Dataset entries:
=== Begin Enclosure ===

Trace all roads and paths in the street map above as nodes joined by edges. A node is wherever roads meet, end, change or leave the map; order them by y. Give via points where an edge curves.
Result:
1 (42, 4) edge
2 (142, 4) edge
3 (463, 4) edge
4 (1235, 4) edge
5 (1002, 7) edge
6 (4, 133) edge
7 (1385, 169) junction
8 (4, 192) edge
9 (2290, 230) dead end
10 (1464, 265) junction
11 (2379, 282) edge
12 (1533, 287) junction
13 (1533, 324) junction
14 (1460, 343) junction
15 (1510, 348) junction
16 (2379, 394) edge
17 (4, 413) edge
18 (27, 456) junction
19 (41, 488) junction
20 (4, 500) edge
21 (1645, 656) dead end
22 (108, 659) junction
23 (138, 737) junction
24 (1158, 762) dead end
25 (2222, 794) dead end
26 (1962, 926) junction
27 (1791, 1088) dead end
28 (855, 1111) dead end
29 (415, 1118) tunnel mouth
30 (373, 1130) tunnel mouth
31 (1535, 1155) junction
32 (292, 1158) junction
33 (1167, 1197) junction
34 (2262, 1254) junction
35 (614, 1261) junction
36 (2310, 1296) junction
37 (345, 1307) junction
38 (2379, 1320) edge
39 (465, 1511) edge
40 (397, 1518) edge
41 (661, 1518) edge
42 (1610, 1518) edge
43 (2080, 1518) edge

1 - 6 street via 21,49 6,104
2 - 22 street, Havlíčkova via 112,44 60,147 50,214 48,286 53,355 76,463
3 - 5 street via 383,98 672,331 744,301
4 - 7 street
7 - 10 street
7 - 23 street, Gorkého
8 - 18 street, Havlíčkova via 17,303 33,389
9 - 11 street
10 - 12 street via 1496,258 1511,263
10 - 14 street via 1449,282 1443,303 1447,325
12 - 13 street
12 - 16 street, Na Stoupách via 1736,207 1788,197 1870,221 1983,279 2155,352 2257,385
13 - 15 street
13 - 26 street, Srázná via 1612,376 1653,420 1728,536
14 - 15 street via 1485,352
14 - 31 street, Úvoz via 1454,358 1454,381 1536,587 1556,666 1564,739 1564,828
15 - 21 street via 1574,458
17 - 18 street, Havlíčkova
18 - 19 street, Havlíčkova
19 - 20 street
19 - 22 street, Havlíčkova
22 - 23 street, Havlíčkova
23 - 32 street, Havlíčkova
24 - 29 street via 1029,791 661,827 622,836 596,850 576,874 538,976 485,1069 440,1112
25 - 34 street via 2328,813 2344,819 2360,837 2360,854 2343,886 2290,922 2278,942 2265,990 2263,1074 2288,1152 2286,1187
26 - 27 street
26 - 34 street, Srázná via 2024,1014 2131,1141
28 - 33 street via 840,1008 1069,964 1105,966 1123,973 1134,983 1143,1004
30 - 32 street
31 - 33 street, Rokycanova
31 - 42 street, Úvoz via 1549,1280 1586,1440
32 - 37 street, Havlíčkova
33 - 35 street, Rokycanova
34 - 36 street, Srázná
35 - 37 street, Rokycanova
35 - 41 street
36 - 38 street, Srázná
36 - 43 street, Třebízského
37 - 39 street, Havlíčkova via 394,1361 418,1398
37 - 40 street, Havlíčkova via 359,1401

=== End Enclosure ===

● **Your goal**: For every line of the records that has the word "tunnel" in it, make a copy.

● **Output for this task**:
29 (415, 1118) tunnel mouth
30 (373, 1130) tunnel mouth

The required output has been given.